Cet homme qui nous dit qu’il ne pense pas être spécial ni « héroïque » transmet un message plein d’humanité. En quelques pages, il nous touche et fait preuve d’une force immense. On ne peut qu’essayer de se mettre à sa place et en l’occurrence, je ne pense pas que je réussirais à réagir avec autant d’humanité. Ce texte est nécessaire car il nous montre bien que la haine n’est pas une solution, et qu’il y a d’abord des personnes qui ont été touchées, qui ont souffert, et d’autres qui souffriront encore si la haine se développe.

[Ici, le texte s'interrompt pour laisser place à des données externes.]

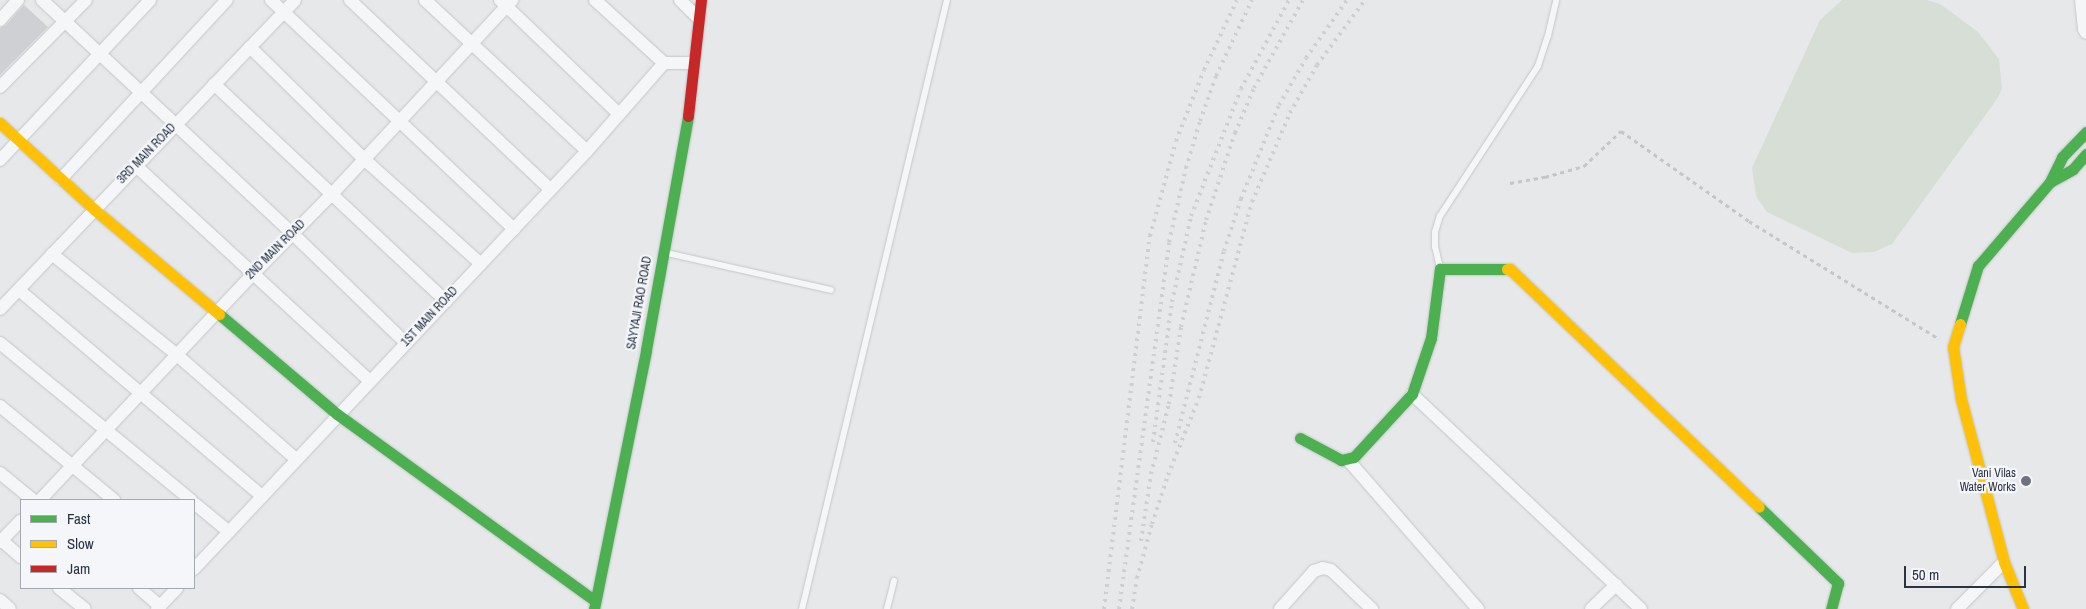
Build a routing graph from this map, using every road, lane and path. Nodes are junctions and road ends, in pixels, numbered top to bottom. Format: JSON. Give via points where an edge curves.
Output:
{"nodes":[{"id":1,"x":18,"y":0,"type":"edge"},
{"id":2,"x":42,"y":0,"type":"edge"},
{"id":3,"x":86,"y":0,"type":"edge"},
{"id":4,"x":150,"y":0,"type":"edge"},
{"id":5,"x":227,"y":0,"type":"edge"},
{"id":6,"x":271,"y":0,"type":"edge"},
{"id":7,"x":295,"y":0,"type":"edge"},
{"id":8,"x":350,"y":0,"type":"edge"},
{"id":9,"x":425,"y":0,"type":"edge"},
{"id":10,"x":595,"y":0,"type":"edge"},
{"id":11,"x":680,"y":0,"type":"edge"},
{"id":12,"x":701,"y":0,"type":"edge"},
{"id":13,"x":947,"y":0,"type":"edge"},
{"id":14,"x":1556,"y":0,"type":"edge"},
{"id":15,"x":2081,"y":0,"type":"edge"},
{"id":16,"x":506,"y":2,"type":"edge"},
{"id":17,"x":284,"y":12,"type":"junction"},
{"id":18,"x":699,"y":19,"type":"junction"},
{"id":19,"x":0,"y":20,"type":"edge"},
{"id":20,"x":65,"y":22,"type":"junction"},
{"id":21,"x":2086,"y":33,"type":"edge"},
{"id":22,"x":473,"y":44,"type":"junction"},
{"id":23,"x":250,"y":47,"type":"junction"},
{"id":24,"x":100,"y":54,"type":"junction"},
{"id":25,"x":693,"y":63,"type":"junction"},
{"id":26,"x":664,"y":64,"type":"junction"},
{"id":27,"x":436,"y":81,"type":"junction"},
{"id":28,"x":214,"y":84,"type":"junction"},
{"id":29,"x":0,"y":87,"type":"edge"},
{"id":30,"x":140,"y":91,"type":"junction"},
{"id":31,"x":619,"y":114,"type":"junction"},
{"id":32,"x":399,"y":122,"type":"junction"},
{"id":33,"x":0,"y":123,"type":"edge"},
{"id":34,"x":176,"y":125,"type":"junction"},
{"id":35,"x":2086,"y":132,"type":"edge"},
{"id":36,"x":19,"y":140,"type":"junction"},
{"id":37,"x":587,"y":151,"type":"junction"},
{"id":38,"x":2086,"y":154,"type":"edge"},
{"id":39,"x":364,"y":159,"type":"junction"},
{"id":40,"x":0,"y":160,"type":"edge"},
{"id":41,"x":136,"y":166,"type":"junction"},
{"id":42,"x":60,"y":178,"type":"junction"},
{"id":43,"x":2050,"y":182,"type":"junction"},
{"id":44,"x":1510,"y":183,"type":"dead end"},
{"id":45,"x":550,"y":190,"type":"junction"},
{"id":46,"x":332,"y":194,"type":"junction"},
{"id":47,"x":95,"y":210,"type":"junction"},
{"id":48,"x":514,"y":229,"type":"junction"},
{"id":49,"x":293,"y":234,"type":"junction"},
{"id":50,"x":663,"y":252,"type":"junction"},
{"id":51,"x":52,"y":254,"type":"junction"},
{"id":52,"x":480,"y":264,"type":"junction"},
{"id":53,"x":1440,"y":269,"type":"junction"},
{"id":54,"x":254,"y":273,"type":"junction"},
{"id":55,"x":19,"y":290,"type":"junction"},
{"id":56,"x":831,"y":290,"type":"dead end"},
{"id":57,"x":446,"y":301,"type":"junction"},
{"id":58,"x":0,"y":309,"type":"edge"},
{"id":59,"x":216,"y":313,"type":"junction"},
{"id":60,"x":0,"y":343,"type":"edge"},
{"id":61,"x":406,"y":343,"type":"junction"},
{"id":62,"x":1953,"y":348,"type":"junction"},
{"id":63,"x":177,"y":355,"type":"junction"},
{"id":64,"x":370,"y":381,"type":"junction"},
{"id":65,"x":141,"y":393,"type":"junction"},
{"id":66,"x":1412,"y":394,"type":"junction"},
{"id":67,"x":0,"y":406,"type":"edge"},
{"id":68,"x":337,"y":414,"type":"junction"},
{"id":69,"x":106,"y":429,"type":"junction"},
{"id":70,"x":1300,"y":438,"type":"dead end"},
{"id":71,"x":296,"y":459,"type":"junction"},
{"id":72,"x":1348,"y":460,"type":"junction"},
{"id":73,"x":72,"y":466,"type":"junction"},
{"id":74,"x":0,"y":473,"type":"edge"},
{"id":75,"x":262,"y":496,"type":"junction"},
{"id":76,"x":32,"y":499,"type":"edge"},
{"id":77,"x":41,"y":499,"type":"edge"},
{"id":78,"x":113,"y":499,"type":"edge"},
{"id":79,"x":190,"y":499,"type":"edge"},
{"id":80,"x":195,"y":504,"type":"edge"},
{"id":81,"x":20,"y":521,"type":"edge"},
{"id":82,"x":229,"y":532,"type":"junction"},
{"id":83,"x":1,"y":541,"type":"edge"},
{"id":84,"x":20,"y":555,"type":"edge"},
{"id":85,"x":2004,"y":562,"type":"junction"},
{"id":86,"x":195,"y":567,"type":"edge"},
{"id":87,"x":894,"y":581,"type":"dead end"},
{"id":88,"x":1616,"y":585,"type":"junction"},
{"id":89,"x":60,"y":589,"type":"edge"},
{"id":90,"x":139,"y":589,"type":"edge"},
{"id":91,"x":176,"y":589,"type":"edge"},
{"id":92,"x":0,"y":600,"type":"edge"},
{"id":93,"x":596,"y":604,"type":"edge"},
{"id":94,"x":159,"y":607,"type":"edge"},
{"id":95,"x":10,"y":609,"type":"edge"},
{"id":96,"x":84,"y":609,"type":"edge"},
{"id":97,"x":802,"y":609,"type":"edge"},
{"id":98,"x":887,"y":609,"type":"edge"},
{"id":99,"x":1280,"y":609,"type":"edge"},
{"id":100,"x":1372,"y":609,"type":"edge"},
{"id":101,"x":1478,"y":609,"type":"edge"},
{"id":102,"x":1591,"y":609,"type":"edge"},
{"id":103,"x":1641,"y":609,"type":"edge"},
{"id":104,"x":1831,"y":609,"type":"edge"},
{"id":105,"x":1957,"y":609,"type":"edge"},
{"id":106,"x":2023,"y":609,"type":"edge"}],
"edges":[{"from":1,"to":19,"type":"street"},
{"from":2,"to":20,"type":"street"},
{"from":3,"to":20,"type":"street"},
{"from":4,"to":24,"type":"street"},
{"from":5,"to":30,"type":"street"},
{"from":6,"to":17,"type":"street"},
{"from":7,"to":17,"type":"street","name":"3RD MAIN ROAD"},
{"from":8,"to":27,"type":"street"},
{"from":9,"to":22,"type":"street"},
{"from":10,"to":26,"type":"street"},
{"from":11,"to":18,"type":"street"},
{"from":12,"to":18,"type":"street","name":"SAYYAJI RAO ROAD"},
{"from":13,"to":97,"type":"lane"},
{"from":14,"to":53,"type":"lane","via":[[1538,66],[1440,216],[1435,247]]},
{"from":15,"to":21,"type":"street"},
{"from":16,"to":22,"type":"street","name":"2ND MAIN ROAD"},
{"from":16,"to":31,"type":"street"},
{"from":17,"to":23,"type":"street","name":"3RD MAIN ROAD"},
{"from":17,"to":32,"type":"street"},
{"from":18,"to":25,"type":"street","name":"SAYYAJI RAO ROAD"},
{"from":20,"to":24,"type":"street"},
{"from":20,"to":29,"type":"street"},
{"from":22,"to":27,"type":"street","name":"2ND MAIN ROAD"},
{"from":22,"to":37,"type":"street"},
{"from":23,"to":28,"type":"street","name":"3RD MAIN ROAD"},
{"from":23,"to":39,"type":"street"},
{"from":24,"to":30,"type":"street"},
{"from":24,"to":36,"type":"street"},
{"from":25,"to":26,"type":"street"},
{"from":25,"to":50,"type":"street","name":"SAYYAJI RAO ROAD","via":[[689,112]]},
{"from":26,"to":31,"type":"street","name":"1ST MAIN ROAD"},
{"from":27,"to":32,"type":"street","name":"2ND MAIN ROAD"},
{"from":27,"to":45,"type":"street"},
{"from":28,"to":34,"type":"street","name":"3RD MAIN ROAD"},
{"from":28,"to":46,"type":"street"},
{"from":30,"to":34,"type":"street"},
{"from":30,"to":42,"type":"street"},
{"from":31,"to":37,"type":"street","name":"1ST MAIN ROAD"},
{"from":32,"to":39,"type":"street","name":"2ND MAIN ROAD"},
{"from":32,"to":48,"type":"street"},
{"from":33,"to":36,"type":"street"},
{"from":34,"to":41,"type":"street","name":"3RD MAIN ROAD"},
{"from":34,"to":49,"type":"street"},
{"from":35,"to":43,"type":"street","via":[[2062,157]]},
{"from":36,"to":40,"type":"street"},
{"from":36,"to":42,"type":"street"},
{"from":37,"to":45,"type":"street","name":"1ST MAIN ROAD"},
{"from":38,"to":43,"type":"street","via":[[2073,169]]},
{"from":39,"to":46,"type":"street","name":"2ND MAIN ROAD"},
{"from":39,"to":52,"type":"street"},
{"from":41,"to":47,"type":"street","name":"3RD MAIN ROAD"},
{"from":41,"to":54,"type":"street"},
{"from":42,"to":47,"type":"street"},
{"from":43,"to":62,"type":"street","via":[[1978,266]]},
{"from":44,"to":62,"type":"path","via":[[1584,166],[1621,131],[1749,222]]},
{"from":45,"to":48,"type":"street","name":"1ST MAIN ROAD"},
{"from":46,"to":49,"type":"street","name":"2ND MAIN ROAD"},
{"from":46,"to":57,"type":"street"},
{"from":47,"to":51,"type":"street","name":"3RD MAIN ROAD"},
{"from":47,"to":59,"type":"street"},
{"from":48,"to":52,"type":"street","name":"1ST MAIN ROAD"},
{"from":49,"to":54,"type":"street","name":"2ND MAIN ROAD"},
{"from":49,"to":61,"type":"street"},
{"from":50,"to":56,"type":"lane"},
{"from":50,"to":93,"type":"street","name":"SAYYAJI RAO ROAD"},
{"from":51,"to":55,"type":"street","name":"3RD MAIN ROAD"},
{"from":51,"to":63,"type":"street"},
{"from":52,"to":57,"type":"street","name":"1ST MAIN ROAD"},
{"from":53,"to":66,"type":"street","via":[[1431,338]]},
{"from":53,"to":104,"type":"street","via":[[1510,269],[1838,582]]},
{"from":54,"to":59,"type":"street","name":"2ND MAIN ROAD"},
{"from":54,"to":64,"type":"street"},
{"from":55,"to":58,"type":"street","name":"3RD MAIN ROAD"},
{"from":55,"to":65,"type":"street"},
{"from":57,"to":61,"type":"street","name":"1ST MAIN ROAD"},
{"from":59,"to":63,"type":"street","name":"2ND MAIN ROAD"},
{"from":59,"to":68,"type":"street"},
{"from":60,"to":69,"type":"street"},
{"from":61,"to":64,"type":"street","name":"1ST MAIN ROAD"},
{"from":62,"to":85,"type":"street","via":[[1961,399]]},
{"from":63,"to":65,"type":"street","name":"2ND MAIN ROAD"},
{"from":63,"to":71,"type":"street"},
{"from":64,"to":68,"type":"street","name":"1ST MAIN ROAD"},
{"from":65,"to":69,"type":"street","name":"2ND MAIN ROAD"},
{"from":65,"to":75,"type":"street"},
{"from":66,"to":72,"type":"street"},
{"from":66,"to":88,"type":"street"},
{"from":67,"to":73,"type":"street"},
{"from":68,"to":71,"type":"street","name":"1ST MAIN ROAD"},
{"from":68,"to":93,"type":"street"},
{"from":69,"to":73,"type":"street","name":"2ND MAIN ROAD"},
{"from":69,"to":79,"type":"street"},
{"from":70,"to":72,"type":"street","via":[[1336,458]]},
{"from":71,"to":75,"type":"street","name":"1ST MAIN ROAD"},
{"from":72,"to":101,"type":"street"},
{"from":73,"to":77,"type":"street","name":"2ND MAIN ROAD"},
{"from":73,"to":78,"type":"street"},
{"from":74,"to":76,"type":"street"},
{"from":75,"to":82,"type":"street","name":"1ST MAIN ROAD"},
{"from":80,"to":82,"type":"street"},
{"from":81,"to":83,"type":"street"},
{"from":82,"to":86,"type":"street","name":"1ST MAIN ROAD"},
{"from":83,"to":84,"type":"street"},
{"from":85,"to":105,"type":"street"},
{"from":85,"to":106,"type":"street"},
{"from":87,"to":98,"type":"lane"},
{"from":88,"to":102,"type":"street"},
{"from":88,"to":103,"type":"street"},
{"from":89,"to":96,"type":"street"},
{"from":90,"to":94,"type":"street"},
{"from":91,"to":94,"type":"street"},
{"from":92,"to":95,"type":"street"},
{"from":99,"to":100,"type":"street","via":[[1314,571],[1323,568],[1330,570]]}]}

Parce que ce texte est inscrit dans le quotidien d’Antoine Leiris, il gagne en universalité. Parce que oui, il nous parle des attentats. Mais surtout, il nous parle du deuil et de la perte d’un être cher. De comment se relever. De comment vivre après. Continuer. Peut-être pas pour soi au départ mais pour son enfant. Evidemment, les événements ajoutent un caractère fort : tout le monde en parle, difficile de s’en défaire, et la perte de cette maman en est que plus mise en lumière. D’ailleurs, dans les actes quotidiens, le journaliste nous montre l’humanité des personnes qui nous entourent, ce qu’il est souvent facile d’oublier. Toutes les mamans de la crèche s’organisent pour que Melvil et son papa puissent repartir chaque soir avec un bol de soupe. Le voisin se propose de garder le petit au besoin. Et c’est cette Humanité lumineuse qui est mise en avant dans ce récit. Contre l’obscurantisme.

Ce récit est essentiel, fort, humaniste et nécessaire. Chacun devrait le lire, c’est une leçon d’amour et d’humilité. Une leçon d’espoir. Et dans ces heures sombres, un tel récit court et percutant, mais jamais démagogue, doit être lu. Et de toute urgence.